Read the data below line by line and state how many lines hold "column". Nothing else belongs in the answer.

----- Dataset extract -----

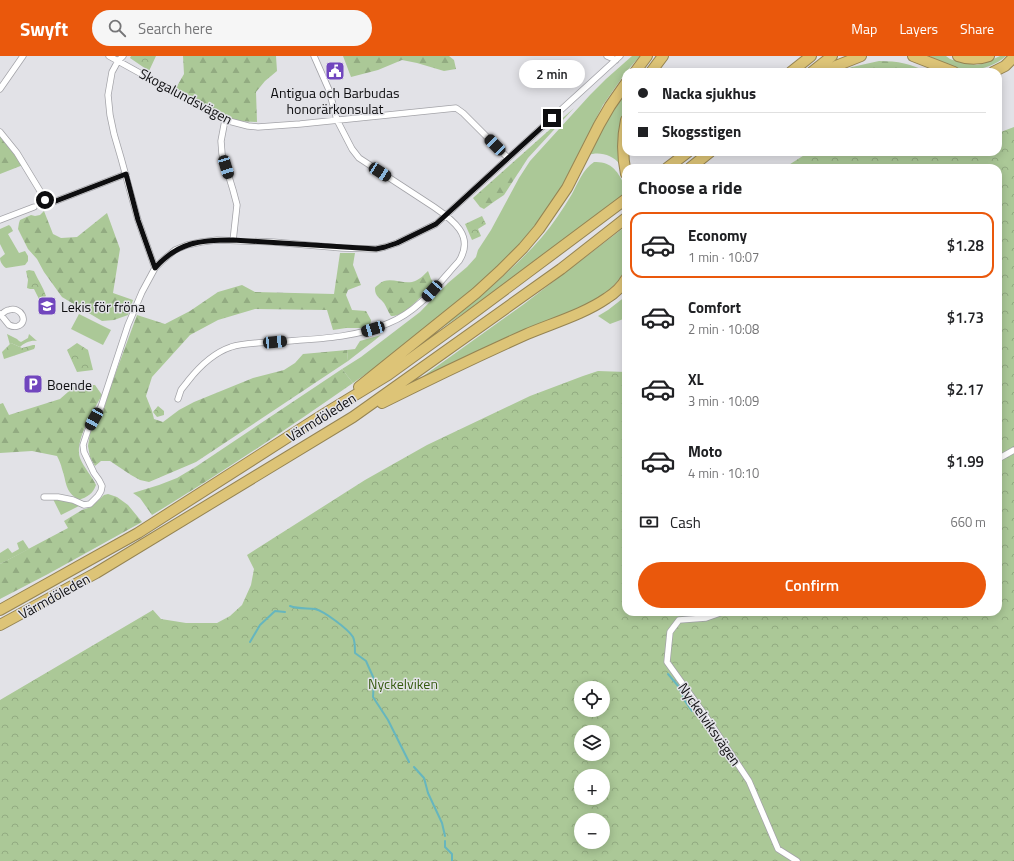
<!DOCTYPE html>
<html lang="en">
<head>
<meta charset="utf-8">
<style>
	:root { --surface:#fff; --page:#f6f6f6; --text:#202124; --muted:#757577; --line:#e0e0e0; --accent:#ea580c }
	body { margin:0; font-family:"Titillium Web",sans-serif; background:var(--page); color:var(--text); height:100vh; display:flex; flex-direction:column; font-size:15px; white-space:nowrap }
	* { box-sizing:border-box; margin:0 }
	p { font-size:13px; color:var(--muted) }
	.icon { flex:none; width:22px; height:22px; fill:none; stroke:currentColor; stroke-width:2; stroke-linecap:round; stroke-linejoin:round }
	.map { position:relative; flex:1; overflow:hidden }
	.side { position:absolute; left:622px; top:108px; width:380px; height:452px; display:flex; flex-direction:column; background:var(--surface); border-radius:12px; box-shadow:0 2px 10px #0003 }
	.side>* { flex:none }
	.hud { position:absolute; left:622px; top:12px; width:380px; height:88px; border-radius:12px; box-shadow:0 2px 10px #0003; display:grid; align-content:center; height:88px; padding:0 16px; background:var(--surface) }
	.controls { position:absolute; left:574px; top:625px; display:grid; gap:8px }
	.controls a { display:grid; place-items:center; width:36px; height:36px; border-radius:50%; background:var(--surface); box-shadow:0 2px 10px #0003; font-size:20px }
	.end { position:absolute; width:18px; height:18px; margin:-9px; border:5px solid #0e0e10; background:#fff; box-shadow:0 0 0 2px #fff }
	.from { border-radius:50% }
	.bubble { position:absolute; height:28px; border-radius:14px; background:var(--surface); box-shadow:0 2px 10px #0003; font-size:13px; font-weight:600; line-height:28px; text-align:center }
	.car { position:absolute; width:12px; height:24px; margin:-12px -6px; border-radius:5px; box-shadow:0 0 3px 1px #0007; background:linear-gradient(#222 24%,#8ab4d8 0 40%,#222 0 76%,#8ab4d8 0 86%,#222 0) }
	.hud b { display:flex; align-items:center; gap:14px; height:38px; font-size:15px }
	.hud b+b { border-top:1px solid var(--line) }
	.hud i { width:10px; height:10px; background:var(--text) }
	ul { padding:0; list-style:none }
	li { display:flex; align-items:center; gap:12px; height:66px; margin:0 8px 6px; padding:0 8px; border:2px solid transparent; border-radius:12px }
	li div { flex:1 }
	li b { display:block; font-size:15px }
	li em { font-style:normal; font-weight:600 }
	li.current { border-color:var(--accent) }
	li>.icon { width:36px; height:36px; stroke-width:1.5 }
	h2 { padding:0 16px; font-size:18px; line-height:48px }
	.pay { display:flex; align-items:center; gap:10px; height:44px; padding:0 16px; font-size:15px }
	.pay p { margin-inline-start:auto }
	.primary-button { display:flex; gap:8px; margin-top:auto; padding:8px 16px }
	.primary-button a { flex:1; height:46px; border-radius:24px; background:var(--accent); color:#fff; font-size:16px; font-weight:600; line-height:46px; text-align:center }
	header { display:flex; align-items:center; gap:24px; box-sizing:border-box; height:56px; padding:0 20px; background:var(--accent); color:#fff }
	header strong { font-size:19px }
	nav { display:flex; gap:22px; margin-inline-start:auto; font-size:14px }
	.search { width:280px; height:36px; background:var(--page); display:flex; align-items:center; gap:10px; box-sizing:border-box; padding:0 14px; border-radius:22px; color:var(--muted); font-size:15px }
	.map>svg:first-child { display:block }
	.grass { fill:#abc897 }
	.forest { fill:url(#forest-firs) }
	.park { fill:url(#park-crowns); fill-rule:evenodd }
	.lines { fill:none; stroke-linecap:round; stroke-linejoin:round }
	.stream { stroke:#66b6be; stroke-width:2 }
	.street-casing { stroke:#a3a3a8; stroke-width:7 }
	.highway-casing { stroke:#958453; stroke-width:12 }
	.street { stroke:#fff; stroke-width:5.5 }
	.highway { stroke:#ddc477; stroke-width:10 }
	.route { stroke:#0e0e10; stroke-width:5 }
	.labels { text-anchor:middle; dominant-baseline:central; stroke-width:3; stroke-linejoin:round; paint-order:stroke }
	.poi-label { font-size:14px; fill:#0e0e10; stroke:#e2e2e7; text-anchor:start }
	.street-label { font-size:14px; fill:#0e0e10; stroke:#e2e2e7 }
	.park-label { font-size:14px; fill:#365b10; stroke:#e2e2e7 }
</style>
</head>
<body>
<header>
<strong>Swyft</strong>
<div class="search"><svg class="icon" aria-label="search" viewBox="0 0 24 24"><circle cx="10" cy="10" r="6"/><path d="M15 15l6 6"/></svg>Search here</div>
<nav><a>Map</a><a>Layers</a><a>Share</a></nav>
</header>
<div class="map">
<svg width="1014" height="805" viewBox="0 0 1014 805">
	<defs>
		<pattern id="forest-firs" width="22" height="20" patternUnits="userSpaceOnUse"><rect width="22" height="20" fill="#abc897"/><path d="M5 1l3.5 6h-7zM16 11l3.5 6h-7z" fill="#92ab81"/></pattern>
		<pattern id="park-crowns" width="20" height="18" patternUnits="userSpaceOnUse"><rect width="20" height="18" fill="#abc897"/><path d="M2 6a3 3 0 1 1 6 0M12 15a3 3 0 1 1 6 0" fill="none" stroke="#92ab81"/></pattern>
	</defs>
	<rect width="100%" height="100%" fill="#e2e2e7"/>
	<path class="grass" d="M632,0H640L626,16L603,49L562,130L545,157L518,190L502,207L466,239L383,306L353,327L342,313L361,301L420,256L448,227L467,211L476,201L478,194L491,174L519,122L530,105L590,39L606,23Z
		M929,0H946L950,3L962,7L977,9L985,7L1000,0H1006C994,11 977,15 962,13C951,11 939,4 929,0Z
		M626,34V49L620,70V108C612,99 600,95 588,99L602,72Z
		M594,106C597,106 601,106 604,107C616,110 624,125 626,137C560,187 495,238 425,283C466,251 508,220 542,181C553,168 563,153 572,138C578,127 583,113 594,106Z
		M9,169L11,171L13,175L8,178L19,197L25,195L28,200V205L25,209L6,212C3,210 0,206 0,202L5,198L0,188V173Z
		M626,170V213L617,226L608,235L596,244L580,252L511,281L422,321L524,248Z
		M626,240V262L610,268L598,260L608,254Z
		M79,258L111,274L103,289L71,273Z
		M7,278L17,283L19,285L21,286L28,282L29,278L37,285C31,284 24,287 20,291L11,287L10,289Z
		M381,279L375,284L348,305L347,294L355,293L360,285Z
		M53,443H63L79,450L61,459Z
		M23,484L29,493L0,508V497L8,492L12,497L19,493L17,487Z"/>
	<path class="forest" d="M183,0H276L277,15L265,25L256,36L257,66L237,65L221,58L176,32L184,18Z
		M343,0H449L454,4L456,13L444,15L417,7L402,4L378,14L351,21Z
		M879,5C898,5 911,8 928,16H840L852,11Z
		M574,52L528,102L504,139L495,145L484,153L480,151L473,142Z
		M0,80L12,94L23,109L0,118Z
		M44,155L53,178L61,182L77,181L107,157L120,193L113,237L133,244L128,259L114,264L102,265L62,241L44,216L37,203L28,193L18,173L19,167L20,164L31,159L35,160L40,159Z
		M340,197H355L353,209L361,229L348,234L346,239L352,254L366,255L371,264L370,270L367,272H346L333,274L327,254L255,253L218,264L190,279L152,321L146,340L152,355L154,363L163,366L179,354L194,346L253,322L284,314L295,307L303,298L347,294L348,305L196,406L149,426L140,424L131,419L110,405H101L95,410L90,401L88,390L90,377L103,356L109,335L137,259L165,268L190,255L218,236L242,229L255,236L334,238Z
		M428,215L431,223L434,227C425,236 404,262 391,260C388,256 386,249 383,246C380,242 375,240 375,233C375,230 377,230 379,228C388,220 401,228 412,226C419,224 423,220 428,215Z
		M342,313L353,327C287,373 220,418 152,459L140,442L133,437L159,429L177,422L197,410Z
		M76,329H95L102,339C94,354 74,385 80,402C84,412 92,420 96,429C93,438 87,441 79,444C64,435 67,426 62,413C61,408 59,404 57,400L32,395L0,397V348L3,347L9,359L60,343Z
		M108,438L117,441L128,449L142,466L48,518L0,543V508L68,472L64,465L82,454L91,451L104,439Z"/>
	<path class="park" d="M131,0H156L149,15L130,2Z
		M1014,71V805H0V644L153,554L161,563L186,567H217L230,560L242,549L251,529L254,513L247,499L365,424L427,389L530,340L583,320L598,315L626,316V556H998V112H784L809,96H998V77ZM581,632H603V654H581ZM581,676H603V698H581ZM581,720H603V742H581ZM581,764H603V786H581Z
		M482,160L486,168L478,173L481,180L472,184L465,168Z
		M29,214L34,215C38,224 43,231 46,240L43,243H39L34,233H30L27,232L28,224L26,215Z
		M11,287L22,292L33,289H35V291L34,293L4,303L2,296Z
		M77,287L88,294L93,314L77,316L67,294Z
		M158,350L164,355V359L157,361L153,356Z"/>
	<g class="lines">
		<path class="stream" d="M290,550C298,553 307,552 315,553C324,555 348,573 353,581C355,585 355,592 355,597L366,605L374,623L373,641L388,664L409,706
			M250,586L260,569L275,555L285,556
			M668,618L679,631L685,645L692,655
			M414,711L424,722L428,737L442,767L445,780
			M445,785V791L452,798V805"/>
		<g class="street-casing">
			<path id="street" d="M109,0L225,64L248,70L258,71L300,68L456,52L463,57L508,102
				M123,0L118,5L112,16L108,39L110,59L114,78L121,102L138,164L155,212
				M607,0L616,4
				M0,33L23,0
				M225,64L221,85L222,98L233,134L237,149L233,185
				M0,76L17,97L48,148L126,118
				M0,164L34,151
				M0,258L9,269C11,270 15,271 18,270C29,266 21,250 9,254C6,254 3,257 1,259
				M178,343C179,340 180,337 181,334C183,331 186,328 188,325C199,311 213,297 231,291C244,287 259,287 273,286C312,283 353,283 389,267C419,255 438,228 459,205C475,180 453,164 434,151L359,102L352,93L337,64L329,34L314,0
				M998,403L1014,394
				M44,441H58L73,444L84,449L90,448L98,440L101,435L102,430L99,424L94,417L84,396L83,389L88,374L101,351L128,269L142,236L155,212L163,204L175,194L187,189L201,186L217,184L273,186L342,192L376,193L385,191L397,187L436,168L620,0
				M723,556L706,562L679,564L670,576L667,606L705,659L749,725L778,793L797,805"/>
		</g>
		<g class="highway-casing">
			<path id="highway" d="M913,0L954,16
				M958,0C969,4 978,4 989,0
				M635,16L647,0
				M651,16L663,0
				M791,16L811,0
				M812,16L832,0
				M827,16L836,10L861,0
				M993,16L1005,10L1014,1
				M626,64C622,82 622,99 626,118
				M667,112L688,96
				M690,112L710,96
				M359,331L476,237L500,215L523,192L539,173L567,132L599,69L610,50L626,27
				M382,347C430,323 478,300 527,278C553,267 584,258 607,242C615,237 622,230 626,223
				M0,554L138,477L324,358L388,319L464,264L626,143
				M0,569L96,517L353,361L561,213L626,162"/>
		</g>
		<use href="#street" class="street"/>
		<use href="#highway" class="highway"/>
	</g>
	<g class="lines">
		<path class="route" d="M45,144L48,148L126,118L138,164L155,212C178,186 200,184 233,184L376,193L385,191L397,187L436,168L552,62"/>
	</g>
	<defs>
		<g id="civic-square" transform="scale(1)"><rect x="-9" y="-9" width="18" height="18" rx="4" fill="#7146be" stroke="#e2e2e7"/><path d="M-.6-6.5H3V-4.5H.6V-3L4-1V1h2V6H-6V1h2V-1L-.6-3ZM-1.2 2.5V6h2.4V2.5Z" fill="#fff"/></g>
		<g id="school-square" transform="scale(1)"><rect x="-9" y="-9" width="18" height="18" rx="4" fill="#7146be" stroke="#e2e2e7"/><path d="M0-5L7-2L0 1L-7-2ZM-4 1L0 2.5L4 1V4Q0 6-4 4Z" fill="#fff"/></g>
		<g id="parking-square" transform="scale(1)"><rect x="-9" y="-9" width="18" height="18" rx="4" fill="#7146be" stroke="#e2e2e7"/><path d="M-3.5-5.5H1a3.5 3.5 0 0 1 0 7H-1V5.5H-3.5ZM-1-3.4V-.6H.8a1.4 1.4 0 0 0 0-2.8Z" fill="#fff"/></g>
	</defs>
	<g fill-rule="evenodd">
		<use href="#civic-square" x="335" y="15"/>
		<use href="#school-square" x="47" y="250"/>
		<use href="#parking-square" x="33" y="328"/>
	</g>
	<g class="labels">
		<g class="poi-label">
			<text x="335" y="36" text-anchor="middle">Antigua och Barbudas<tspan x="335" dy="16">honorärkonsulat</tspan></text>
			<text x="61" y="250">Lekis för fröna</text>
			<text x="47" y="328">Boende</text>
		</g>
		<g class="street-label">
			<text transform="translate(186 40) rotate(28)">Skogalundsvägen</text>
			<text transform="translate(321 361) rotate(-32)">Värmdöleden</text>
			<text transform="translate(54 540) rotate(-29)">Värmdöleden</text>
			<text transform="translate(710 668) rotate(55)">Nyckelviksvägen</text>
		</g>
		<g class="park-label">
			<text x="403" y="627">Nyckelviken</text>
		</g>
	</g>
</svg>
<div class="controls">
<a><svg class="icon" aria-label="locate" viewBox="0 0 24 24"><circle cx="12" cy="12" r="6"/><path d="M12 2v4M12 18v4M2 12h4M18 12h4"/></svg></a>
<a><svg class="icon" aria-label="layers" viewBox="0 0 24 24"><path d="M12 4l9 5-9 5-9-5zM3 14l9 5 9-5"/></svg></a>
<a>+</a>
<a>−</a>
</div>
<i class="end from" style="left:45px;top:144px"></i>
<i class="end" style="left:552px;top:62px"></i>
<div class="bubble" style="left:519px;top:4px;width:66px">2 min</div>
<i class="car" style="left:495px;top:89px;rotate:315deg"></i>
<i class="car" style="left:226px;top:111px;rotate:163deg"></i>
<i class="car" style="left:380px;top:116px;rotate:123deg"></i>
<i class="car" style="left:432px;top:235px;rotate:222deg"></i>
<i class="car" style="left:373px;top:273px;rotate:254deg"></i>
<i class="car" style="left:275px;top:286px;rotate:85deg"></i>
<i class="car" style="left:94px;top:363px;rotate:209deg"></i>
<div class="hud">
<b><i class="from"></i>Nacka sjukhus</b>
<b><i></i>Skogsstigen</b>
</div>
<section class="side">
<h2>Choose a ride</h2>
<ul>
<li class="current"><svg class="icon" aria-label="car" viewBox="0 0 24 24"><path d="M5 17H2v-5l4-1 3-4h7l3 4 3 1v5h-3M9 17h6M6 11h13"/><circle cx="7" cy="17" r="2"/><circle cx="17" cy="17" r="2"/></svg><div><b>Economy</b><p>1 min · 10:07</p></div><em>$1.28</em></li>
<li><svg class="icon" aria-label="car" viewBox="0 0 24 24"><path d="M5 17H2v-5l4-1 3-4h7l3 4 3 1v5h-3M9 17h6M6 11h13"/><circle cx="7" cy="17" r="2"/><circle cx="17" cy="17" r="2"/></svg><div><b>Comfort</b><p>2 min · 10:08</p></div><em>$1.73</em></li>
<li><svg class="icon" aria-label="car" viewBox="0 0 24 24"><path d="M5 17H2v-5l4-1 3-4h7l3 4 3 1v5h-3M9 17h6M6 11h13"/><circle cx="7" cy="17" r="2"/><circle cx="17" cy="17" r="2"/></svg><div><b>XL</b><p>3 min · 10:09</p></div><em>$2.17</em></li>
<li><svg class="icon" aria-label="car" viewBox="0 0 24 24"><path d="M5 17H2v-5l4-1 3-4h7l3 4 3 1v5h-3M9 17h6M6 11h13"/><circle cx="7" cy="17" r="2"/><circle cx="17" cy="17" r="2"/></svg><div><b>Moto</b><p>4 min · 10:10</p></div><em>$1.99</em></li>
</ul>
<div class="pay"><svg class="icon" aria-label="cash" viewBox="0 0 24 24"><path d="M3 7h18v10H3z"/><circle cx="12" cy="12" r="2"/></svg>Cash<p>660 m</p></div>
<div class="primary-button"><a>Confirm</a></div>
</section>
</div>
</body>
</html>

-----

→ **Solution below**: 2